Biological autonomy is a fascinating subject of theoretical inquiry, encompassing and traversing a hierarchy of multiple descriptive levels, from nonequilibrium thermodynamics to integrative organization. The enactive view, originating with the theory of autopoietic, or self-constructing, systems (Maturana and Varela 1980), rejects the input/processing/output paradigm of cybernetics and instead emphasizes the notions of operational closure and structural coupling between an organism and its environment. Moreover, it is emphasized that autopoietic systems do not have inputs or outputs, but “can be perturbed by independent events and undergo internal structural changes which compensate these perturbations” (Varela 1979, p. 15).
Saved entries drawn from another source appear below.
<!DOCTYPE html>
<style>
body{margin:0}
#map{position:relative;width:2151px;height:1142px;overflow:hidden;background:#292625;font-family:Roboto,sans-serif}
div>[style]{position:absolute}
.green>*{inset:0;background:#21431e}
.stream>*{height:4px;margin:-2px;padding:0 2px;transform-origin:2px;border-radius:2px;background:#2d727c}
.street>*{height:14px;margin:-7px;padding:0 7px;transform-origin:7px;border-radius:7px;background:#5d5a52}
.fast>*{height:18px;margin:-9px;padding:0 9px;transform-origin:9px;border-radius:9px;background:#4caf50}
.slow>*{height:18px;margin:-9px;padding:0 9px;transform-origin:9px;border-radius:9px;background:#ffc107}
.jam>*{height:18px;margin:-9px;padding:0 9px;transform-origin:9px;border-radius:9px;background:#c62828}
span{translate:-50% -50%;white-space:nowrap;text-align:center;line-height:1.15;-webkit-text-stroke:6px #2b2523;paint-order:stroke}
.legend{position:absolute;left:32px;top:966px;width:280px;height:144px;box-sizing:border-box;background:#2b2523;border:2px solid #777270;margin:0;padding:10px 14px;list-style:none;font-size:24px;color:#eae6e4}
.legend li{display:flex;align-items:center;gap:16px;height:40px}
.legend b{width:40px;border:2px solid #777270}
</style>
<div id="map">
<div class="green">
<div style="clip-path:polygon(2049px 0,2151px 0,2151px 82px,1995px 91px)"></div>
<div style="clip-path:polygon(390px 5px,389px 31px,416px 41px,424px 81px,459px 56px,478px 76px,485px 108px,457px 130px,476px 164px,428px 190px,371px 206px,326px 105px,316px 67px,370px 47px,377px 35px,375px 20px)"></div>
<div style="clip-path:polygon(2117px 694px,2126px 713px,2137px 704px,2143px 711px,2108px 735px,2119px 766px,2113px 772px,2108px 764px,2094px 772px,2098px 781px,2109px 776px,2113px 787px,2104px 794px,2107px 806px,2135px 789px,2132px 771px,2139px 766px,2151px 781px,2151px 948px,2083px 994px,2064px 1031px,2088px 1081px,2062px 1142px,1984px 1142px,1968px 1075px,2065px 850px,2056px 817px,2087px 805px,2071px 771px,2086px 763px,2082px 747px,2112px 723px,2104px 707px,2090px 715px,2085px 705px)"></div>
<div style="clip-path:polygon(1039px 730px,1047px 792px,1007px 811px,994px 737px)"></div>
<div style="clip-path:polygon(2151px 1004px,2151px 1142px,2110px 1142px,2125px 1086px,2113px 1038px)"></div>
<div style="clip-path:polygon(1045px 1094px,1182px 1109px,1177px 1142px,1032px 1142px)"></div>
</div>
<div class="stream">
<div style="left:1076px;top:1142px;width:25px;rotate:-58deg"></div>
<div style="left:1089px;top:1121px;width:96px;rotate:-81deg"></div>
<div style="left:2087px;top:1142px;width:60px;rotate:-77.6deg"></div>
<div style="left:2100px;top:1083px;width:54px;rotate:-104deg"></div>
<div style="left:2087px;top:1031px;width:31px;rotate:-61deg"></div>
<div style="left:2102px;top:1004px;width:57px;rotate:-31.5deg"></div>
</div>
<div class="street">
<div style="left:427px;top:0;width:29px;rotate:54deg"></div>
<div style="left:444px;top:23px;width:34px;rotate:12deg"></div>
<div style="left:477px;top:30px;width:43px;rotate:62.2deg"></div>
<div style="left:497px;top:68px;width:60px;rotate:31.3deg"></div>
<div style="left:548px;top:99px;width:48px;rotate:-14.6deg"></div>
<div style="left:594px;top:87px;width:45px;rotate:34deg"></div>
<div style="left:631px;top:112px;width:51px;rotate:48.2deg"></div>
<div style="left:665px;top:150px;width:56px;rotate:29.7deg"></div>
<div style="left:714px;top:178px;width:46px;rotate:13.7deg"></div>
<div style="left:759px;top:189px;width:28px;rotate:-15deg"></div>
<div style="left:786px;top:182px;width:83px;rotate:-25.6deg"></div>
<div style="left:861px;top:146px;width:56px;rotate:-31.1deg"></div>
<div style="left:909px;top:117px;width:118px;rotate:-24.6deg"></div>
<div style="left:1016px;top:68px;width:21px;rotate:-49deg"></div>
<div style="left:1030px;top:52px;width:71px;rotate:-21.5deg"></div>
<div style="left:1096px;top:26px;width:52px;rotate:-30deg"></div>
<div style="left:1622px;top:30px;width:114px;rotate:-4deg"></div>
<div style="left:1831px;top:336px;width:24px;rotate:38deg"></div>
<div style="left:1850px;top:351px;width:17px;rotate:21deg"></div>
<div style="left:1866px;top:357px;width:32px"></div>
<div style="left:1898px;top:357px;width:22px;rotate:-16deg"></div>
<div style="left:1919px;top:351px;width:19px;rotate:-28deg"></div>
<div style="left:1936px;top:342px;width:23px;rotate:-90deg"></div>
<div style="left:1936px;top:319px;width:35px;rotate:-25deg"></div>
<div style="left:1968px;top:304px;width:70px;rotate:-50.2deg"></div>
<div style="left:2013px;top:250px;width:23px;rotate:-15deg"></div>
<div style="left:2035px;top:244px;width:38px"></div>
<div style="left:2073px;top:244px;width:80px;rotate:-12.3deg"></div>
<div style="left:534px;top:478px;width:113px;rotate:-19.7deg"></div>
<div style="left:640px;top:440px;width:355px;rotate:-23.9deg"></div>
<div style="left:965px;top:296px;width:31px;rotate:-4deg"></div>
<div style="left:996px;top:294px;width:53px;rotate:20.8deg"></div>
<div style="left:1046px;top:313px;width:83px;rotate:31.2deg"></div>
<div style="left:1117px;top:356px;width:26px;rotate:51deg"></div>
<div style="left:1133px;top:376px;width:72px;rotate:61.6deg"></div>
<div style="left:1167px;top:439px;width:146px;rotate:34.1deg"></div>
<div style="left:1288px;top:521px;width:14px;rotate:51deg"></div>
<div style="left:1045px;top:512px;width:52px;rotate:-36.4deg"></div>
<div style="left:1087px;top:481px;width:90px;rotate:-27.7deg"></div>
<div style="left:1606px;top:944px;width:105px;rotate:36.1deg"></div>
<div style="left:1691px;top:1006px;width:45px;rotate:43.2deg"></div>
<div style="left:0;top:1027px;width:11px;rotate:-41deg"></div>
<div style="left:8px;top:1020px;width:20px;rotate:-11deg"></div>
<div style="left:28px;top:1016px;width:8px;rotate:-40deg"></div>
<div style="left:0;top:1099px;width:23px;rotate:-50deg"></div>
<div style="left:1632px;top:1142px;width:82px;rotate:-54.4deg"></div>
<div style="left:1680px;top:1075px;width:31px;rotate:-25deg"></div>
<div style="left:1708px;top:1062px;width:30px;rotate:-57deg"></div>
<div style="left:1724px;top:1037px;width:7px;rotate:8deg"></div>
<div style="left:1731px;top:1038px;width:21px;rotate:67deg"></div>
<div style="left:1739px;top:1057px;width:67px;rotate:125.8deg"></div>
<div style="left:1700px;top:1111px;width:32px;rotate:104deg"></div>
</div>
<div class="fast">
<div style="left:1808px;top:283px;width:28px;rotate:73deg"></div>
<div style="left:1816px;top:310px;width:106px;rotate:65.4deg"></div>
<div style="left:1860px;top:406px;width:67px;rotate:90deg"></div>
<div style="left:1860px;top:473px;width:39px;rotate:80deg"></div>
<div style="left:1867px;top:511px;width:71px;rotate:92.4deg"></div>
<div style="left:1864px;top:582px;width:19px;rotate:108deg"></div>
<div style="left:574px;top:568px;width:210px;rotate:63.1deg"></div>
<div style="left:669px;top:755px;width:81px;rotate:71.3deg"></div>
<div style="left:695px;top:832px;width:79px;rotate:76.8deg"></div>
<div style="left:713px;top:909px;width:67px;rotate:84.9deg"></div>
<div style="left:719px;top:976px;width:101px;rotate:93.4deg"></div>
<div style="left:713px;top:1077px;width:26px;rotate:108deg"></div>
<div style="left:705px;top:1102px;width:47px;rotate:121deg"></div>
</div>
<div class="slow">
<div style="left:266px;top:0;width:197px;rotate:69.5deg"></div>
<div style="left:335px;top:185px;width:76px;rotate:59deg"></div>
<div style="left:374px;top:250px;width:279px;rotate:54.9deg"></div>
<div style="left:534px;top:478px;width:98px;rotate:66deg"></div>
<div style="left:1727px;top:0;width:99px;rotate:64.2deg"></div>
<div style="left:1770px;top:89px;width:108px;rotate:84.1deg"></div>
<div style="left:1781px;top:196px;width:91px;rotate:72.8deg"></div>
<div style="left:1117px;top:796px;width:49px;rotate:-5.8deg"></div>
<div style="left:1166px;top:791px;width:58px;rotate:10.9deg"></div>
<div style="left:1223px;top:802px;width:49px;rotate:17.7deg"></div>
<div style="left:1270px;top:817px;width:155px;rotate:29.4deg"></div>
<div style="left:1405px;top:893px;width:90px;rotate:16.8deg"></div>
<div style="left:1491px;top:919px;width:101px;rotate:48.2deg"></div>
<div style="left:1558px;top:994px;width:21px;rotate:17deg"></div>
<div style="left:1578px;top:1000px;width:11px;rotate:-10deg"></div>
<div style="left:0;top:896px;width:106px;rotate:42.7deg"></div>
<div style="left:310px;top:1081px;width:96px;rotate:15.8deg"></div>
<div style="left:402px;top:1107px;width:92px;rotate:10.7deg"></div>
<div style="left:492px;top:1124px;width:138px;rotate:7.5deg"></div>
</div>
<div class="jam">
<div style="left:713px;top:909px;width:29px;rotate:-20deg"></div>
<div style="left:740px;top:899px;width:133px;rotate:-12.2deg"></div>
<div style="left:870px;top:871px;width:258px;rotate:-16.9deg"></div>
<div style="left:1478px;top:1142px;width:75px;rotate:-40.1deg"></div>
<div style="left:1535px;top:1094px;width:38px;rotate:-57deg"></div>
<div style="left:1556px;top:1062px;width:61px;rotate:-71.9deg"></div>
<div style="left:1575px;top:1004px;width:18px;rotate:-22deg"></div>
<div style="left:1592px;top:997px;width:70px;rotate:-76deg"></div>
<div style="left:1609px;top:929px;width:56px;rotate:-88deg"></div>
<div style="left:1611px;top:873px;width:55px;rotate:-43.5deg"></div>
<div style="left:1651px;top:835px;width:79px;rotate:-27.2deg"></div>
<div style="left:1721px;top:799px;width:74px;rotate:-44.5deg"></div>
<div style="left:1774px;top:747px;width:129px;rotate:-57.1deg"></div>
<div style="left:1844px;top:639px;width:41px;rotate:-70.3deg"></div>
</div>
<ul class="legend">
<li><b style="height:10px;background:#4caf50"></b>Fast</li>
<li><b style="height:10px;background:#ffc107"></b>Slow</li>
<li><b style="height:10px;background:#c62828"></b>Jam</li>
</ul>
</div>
This statement looks prima facie contradictory, but it reflects the distinction Varela makes between inputs (or controls), which connote intentionality and purpose, and perturbations, which do not carry such connotations. In this essay, I have argued that a proper way to understand these points is by appealing to the behavioral approach to system theory (Willems 2007), which aims to model open, interconnected dynamical systems “as they are,” without any pre-given designation of inputs or outputs. In this approach, a system is described by its behavior, which is defined as the set of all possible trajectories (past, present, and future) that can be generated through the interaction between the system and its environment. From the behavioral point of view, control involves interconnection and variable sharing, which is in accord with the notion of structural coupling in the enactivist framework. Moreover, I have suggested that enaction is synonymous with the process of selecting or actualizing a particular potentiality in the organism’s behavior, which is only possible through continued reciprocal interaction between the organism and its milieu. This reciprocal interaction entails agency, since the organism has wide latitude in how to actualize some of these potentialities in its interaction with the environment, which may involve (re)configuration of various constraints and effective coupling between the organism and the environment, adaptive selection of observables, and so on.

In conclusion, just as Bongard and Levin (2021) argue convincingly that the traditional mechanism metaphors for biological organisms are in need of revision based on modern developments in artificial intelligence, synthetic biology, and robotics, I believe that our understanding of biological autonomy and related questions will also benefit from a revision based on modern developments in systems and control, which have moved past the cybernetic paradigm based on inputs, outputs, feedback, and internal representations. A fruitful direction of future research is to further interpret and expand the theory of biological autonomy, adaptation, and agency in Willemsian terms.